On 27.09.2013 10:21, Andres Freund wrote:

Hi,

On 2013-09-27 10:14:46 +0300, Heikki Linnakangas wrote:

On 27.09.2013 01:55, Andres Freund wrote:

We have had several customers running postgres on bigger machines report
problems on busy systems. Most recently one where a fully cached
workload completely stalled in s_lock()s due to the *shared* lwlock
acquisition in BufferAlloc() around the buffer partition lock.

Increasing the padding to a full cacheline helps making the partitioning
of the partition space actually effective (before it's essentially
halved on a read-mostly workload), but that still leaves one with very
hot spinlocks.

So the goal is to have LWLockAcquire(LW_SHARED) never block unless
somebody else holds an exclusive lock. To produce enough appetite for
reading the rest of the long mail, here's some numbers on a
pgbench -j 90 -c 90 -T 60 -S (-i -s 10) on a 4xE5-4620

master + padding: tps = 146904.451764
master + padding + lwlock: tps = 590445.927065

How does that compare with simply increasing NUM_BUFFER_PARTITIONS?

Heaps better. In the case causing this investigation lots of the pages
with hot spinlocks were the simply the same ones over and over again,
partitioning the lockspace won't help much there.
That's not exactly an uncommon scenario since often enough there's a
small amount of data hit very frequently and lots more that is accessed
only infrequently. E.g. recently inserted data and such tends to be very hot.
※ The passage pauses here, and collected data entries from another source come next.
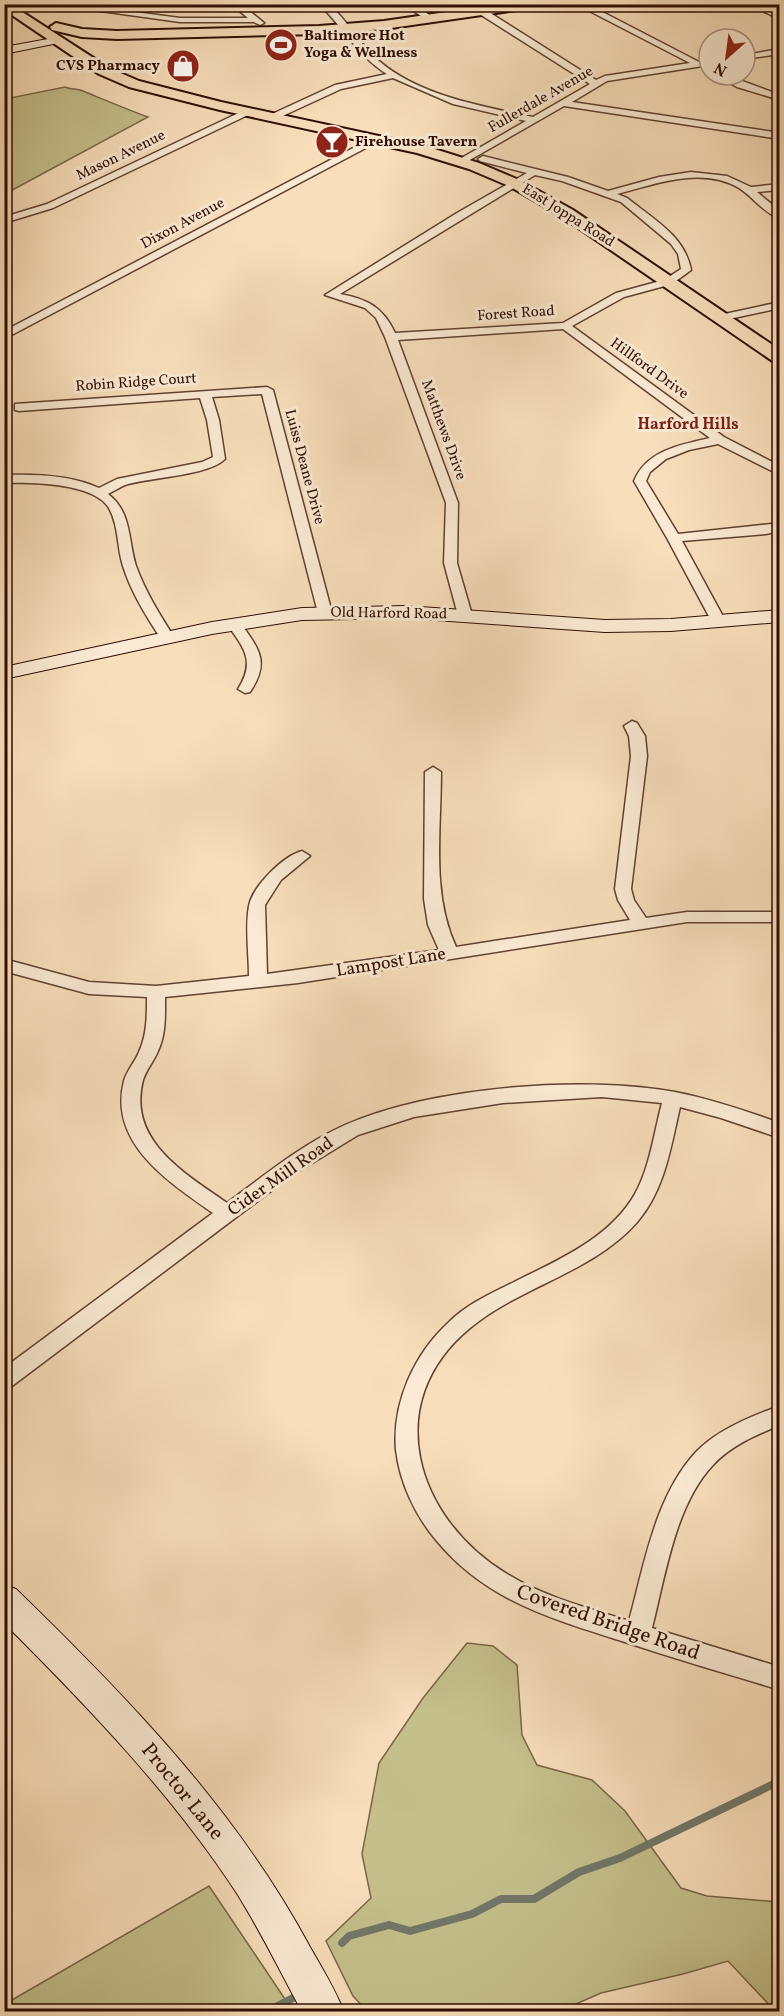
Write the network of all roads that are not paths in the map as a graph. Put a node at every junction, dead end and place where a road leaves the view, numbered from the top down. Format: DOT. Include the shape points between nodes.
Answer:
graph roads {
  1 [pos="39,4"];
  2 [pos="54,4"];
  3 [pos="235,4"];
  4 [pos="323,4"];
  5 [pos="407,4"];
  6 [pos="531,4"];
  7 [pos="580,4"];
  8 [pos="751,4"];
  9 [pos="499,6"];
  10 [pos="9,8"];
  11 [pos="481,11"];
  12 [pos="780,17"];
  13 [pos="430,18"];
  14 [pos="255,20"];
  15 [pos="347,28"];
  16 [pos="266,31"];
  17 [pos="63,35"];
  18 [pos="117,35"];
  19 [pos="4,51"];
  20 [pos="96,51"];
  21 [pos="780,51"];
  22 [pos="757,55"];
  23 [pos="697,63"];
  24 [pos="697,64"];
  25 [pos="395,75"];
  26 [pos="596,84"];
  27 [pos="746,87"];
  28 [pos="155,89"];
  29 [pos="780,98"];
  30 [pos="562,103"];
  31 [pos="247,111"];
  32 [pos="273,117"];
  33 [pos="534,120"];
  34 [pos="780,136"];
  35 [pos="376,138"];
  36 [pos="483,159"];
  37 [pos="461,162"];
  38 [pos="681,167"];
  39 [pos="538,171"];
  40 [pos="694,174"];
  41 [pos="514,183"];
  42 [pos="780,187"];
  43 [pos="748,190"];
  44 [pos="611,193"];
  45 [pos="780,216"];
  46 [pos="4,220"];
  47 [pos="668,282"];
  48 [pos="780,305"];
  49 [pos="720,318"];
  50 [pos="565,326"];
  51 [pos="4,336"];
  52 [pos="392,337"];
  53 [pos="780,358"];
  54 [pos="205,394"];
  55 [pos="20,407"];
  56 [pos="720,440"];
  57 [pos="780,471"];
  58 [pos="4,479"];
  59 [pos="98,494"];
  60 [pos="780,527"];
  61 [pos="674,538"];
  62 [pos="325,613"];
  63 [pos="465,615"];
  64 [pos="780,616"];
  65 [pos="719,622"];
  66 [pos="234,624"];
  67 [pos="167,637"];
  68 [pos="4,673"];
  69 [pos="245,689"];
  70 [pos="632,726"];
  71 [pos="433,772"];
  72 [pos="302,856"];
  73 [pos="780,916"];
  74 [pos="641,924"];
  75 [pos="450,954"];
  76 [pos="4,965"];
  77 [pos="258,981"];
  78 [pos="156,992"];
  79 [pos="673,1098"];
  80 [pos="780,1131"];
  81 [pos="229,1214"];
  82 [pos="4,1380"];
  83 [pos="780,1415"];
  84 [pos="4,1600"];
  85 [pos="638,1635"];
  86 [pos="780,1679"];
  87 [pos="324,2012"];
  1 -- 10 [label="street"];
  2 -- 14 [label="street" via="138,15"];
  3 -- 14 [label="street"];
  4 -- 15 [label="street"];
  5 -- 13 [label="street"];
  6 -- 9 [label="main road"];
  7 -- 23 [label="street"];
  8 -- 12 [label="street"];
  9 -- 11 [label="main road"];
  10 -- 17 [label="main road"];
  11 -- 13 [label="main road"];
  11 -- 26 [label="street"];
  13 -- 15 [label="main road"];
  14 -- 16 [label="street"];
  15 -- 16 [label="main road"];
  15 -- 25 [label="street" via="363,52"];
  16 -- 18 [label="main road"];
  17 -- 18 [label="main road"];
  17 -- 18 [label="main road"];
  17 -- 19 [label="street"];
  17 -- 20 [label="main road, East Joppa Road"];
  17 -- 28 [label="main road, East Joppa Road" via="104,71"];
  18 -- 20 [label="main road" via="99,42"];
  20 -- 28 [label="main road, East Joppa Road"];
  21 -- 22 [label="street"];
  24 -- 26 [label="street, Fullerdale Avenue" via="613,77"];
  25 -- 32 [label="street" via="338,87"];
  25 -- 33 [label="street" via="445,100"];
  26 -- 30 [label="street, Fullerdale Avenue"];
  27 -- 29 [label="street"];
  28 -- 31 [label="main road, East Joppa Road"];
  30 -- 33 [label="street, Fullerdale Avenue"];
  30 -- 34 [label="street"];
  31 -- 32 [label="main road, East Joppa Road"];
  31 -- 46 [label="street, Mason Avenue" via="50,206"];
  32 -- 35 [label="main road, East Joppa Road"];
  33 -- 37 [label="street, Fullerdale Avenue"];
  35 -- 37 [label="main road, East Joppa Road"];
  35 -- 51 [label="street, Dixon Avenue"];
  36 -- 39 [label="street"];
  37 -- 41 [label="main road, East Joppa Road"];
  38 -- 40 [label="street"];
  39 -- 41 [label="street"];
  39 -- 44 [label="street"];
  40 -- 43 [label="street" via="724,178"];
  40 -- 44 [label="street"];
  41 -- 47 [label="main road, East Joppa Road" via="567,213"];
  41 -- 52 [label="street, Matthews Drive" via="330,295 377,310"];
  42 -- 43 [label="street"];
  43 -- 45 [label="street"];
  44 -- 47 [label="street" via="633,205 680,248 686,270"];
  47 -- 49 [label="main road, East Joppa Road"];
  47 -- 50 [label="street, Forest Road" via="620,295"];
  48 -- 49 [label="street"];
  49 -- 53 [label="main road, East Joppa Road"];
  50 -- 52 [label="street, Forest Road"];
  50 -- 56 [label="street, Hillford Drive"];
  52 -- 63 [label="street, Matthews Drive" via="452,503 450,555"];
  54 -- 55 [label="street, Robin Ridge Court"];
  54 -- 59 [label="street, Robin Ridge Court" via="219,459 121,482"];
  54 -- 62 [label="street, Luiss Deane Drive" via="267,390"];
  56 -- 57 [label="street, Hillford Drive"];
  56 -- 61 [label="street" via="663,456 642,472 642,487"];
  58 -- 59 [label="street" via="43,478"];
  59 -- 67 [label="street" via="114,507 130,568"];
  60 -- 61 [label="street"];
  61 -- 65 [label="street"];
  62 -- 63 [label="street, Old Harford Road"];
  62 -- 66 [label="street, Old Harford Road"];
  63 -- 65 [label="street, Old Harford Road" via="605,626"];
  64 -- 65 [label="street, Old Harford Road"];
  66 -- 67 [label="street, Old Harford Road"];
  66 -- 69 [label="street" via="254,663 255,671"];
  67 -- 68 [label="street, Old Harford Road"];
  70 -- 74 [label="street" via="639,756 623,889"];
  71 -- 75 [label="street" via="432,899 437,925"];
  72 -- 77 [label="street" via="274,877 257,905"];
  73 -- 74 [label="street, Lampost Lane" via="687,917"];
  74 -- 75 [label="street, Lampost Lane"];
  75 -- 77 [label="street, Lampost Lane"];
  76 -- 78 [label="street, Lampost Lane" via="89,988"];
  77 -- 78 [label="street, Lampost Lane"];
  78 -- 81 [label="street" via="154,1038 134,1081 132,1115 148,1150 167,1169"];
  79 -- 80 [label="street, Cider Mill Road"];
  79 -- 81 [label="street, Cider Mill Road" via="582,1090 532,1092 391,1116 350,1130 317,1149"];
  79 -- 85 [label="street, Covered Bridge Road" via="653,1177 627,1221 587,1254 487,1306 458,1326 423,1372 410,1404 406,1432 408,1462 418,1493 450,1543 474,1567 543,1604"];
  81 -- 82 [label="street, Cider Mill Road"];
  83 -- 85 [label="street" via="727,1440 704,1459 685,1486 670,1522"];
  84 -- 87 [label="street, Proctor Lane" via="171,1773 249,1878"];
  85 -- 86 [label="street, Covered Bridge Road"];
}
I see. So if only a few buffers are really hot, I'm assuming the problem
isn't just the buffer partition lock, but also the spinlock on the
buffer header, and the buffer content lwlock. Yeah, improving LWLocks
would be a nice wholesale solution to that. I don't see any fundamental
flaw in your algorithm. Nevertheless, I'm going to throw in a couple of
other ideas:

* Keep a small 4-5 entry cache of buffer lookups in each backend of most
recently accessed buffers. Before searching for a buffer in the
SharedBufHash, check the local cache.

* To pin a buffer, use an atomic fetch-and-add instruction to increase
the refcount. PinBuffer() also increases usage_count, but you could do
that without holding a lock; it doesn't need to be accurate.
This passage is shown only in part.